7.03.2011

Curbing Cursive?

Like so much else in education today that seems to be seen as irrelevant or unnecessary, it appears that cursive writing is about to go the way of the dinosaurs...to be rendered inert and extinct. What caused this passing away of penmanship? And is it too late for a revival?

A recent article in the News and Tribune ( Indiana schools ending cursive writing requirement ) references an April 25 memo that "that instead of cursive writing, students will be expected to become proficient in keyboard use." While I can understand emphasizing computer literacy, I fear that abandoning cursive is going to create a new kind of illiterate.

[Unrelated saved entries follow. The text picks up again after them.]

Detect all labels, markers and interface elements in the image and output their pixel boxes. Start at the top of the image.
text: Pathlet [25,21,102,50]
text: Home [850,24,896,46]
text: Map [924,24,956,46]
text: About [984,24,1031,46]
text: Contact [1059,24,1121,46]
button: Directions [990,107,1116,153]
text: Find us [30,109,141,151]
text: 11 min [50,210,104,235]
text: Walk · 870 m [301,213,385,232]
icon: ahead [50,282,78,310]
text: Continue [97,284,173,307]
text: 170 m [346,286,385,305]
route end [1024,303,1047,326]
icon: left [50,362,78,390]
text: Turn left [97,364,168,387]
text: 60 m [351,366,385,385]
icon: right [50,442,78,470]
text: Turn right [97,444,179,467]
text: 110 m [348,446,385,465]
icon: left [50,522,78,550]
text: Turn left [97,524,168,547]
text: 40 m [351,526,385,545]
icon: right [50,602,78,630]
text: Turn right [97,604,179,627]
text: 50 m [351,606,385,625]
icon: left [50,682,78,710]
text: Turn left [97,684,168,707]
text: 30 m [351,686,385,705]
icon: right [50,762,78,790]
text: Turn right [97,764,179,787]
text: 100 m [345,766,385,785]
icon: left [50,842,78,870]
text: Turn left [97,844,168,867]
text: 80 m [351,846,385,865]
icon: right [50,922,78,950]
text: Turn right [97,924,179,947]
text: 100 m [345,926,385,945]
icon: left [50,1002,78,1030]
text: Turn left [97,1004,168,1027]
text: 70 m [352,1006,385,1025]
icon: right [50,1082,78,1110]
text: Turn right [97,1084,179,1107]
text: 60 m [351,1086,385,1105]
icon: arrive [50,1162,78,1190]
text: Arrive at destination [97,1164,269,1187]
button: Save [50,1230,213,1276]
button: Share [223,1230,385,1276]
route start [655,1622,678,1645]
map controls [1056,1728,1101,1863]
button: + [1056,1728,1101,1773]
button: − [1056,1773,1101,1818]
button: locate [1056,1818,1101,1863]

Now both of my sons have studied cursive, and while they are far from masters of this form of penmanship, there is a rudimentary form/function to it: simply put, it is legible. However...in their never ending quest for new reading material, they often stumble across an author who, "quelle horreur" has used cursive to illustrate a point! Imagine the frustration that ensues as they are unable to decipher the text, as if they have found a new super secret spy code! So to me they run, holding treasured book out like it is diseased, begging me to translate this mystery language so they can continue on with the narrative.

In addition, my parents both have a very, ahem, artistic flair to their penmanship, and this makes it often difficult for the boys to understand the message contained in the annual birthday cards. How dare my parents write in...cursive!

This is what I ruminated on after I read the article. When I was in college excited about studying English Literature, specifically Shakespeare, I had to start at the begining. I didn't just jump into a course on the Bard...I began with Le Morte D'Arthur, with Chaucer...in original Middle English,"Whan that Aprille with his shoores soote/The drought of March hath perced to the roote/And bathed every vein in swich liquor/Of which vertu engendred is the flour/When Zephyrus eek with his sweete breeth..." and after Shakespeare to Clarissa (a novel writen entirely in epistle form...that's letters to you and me) and so on...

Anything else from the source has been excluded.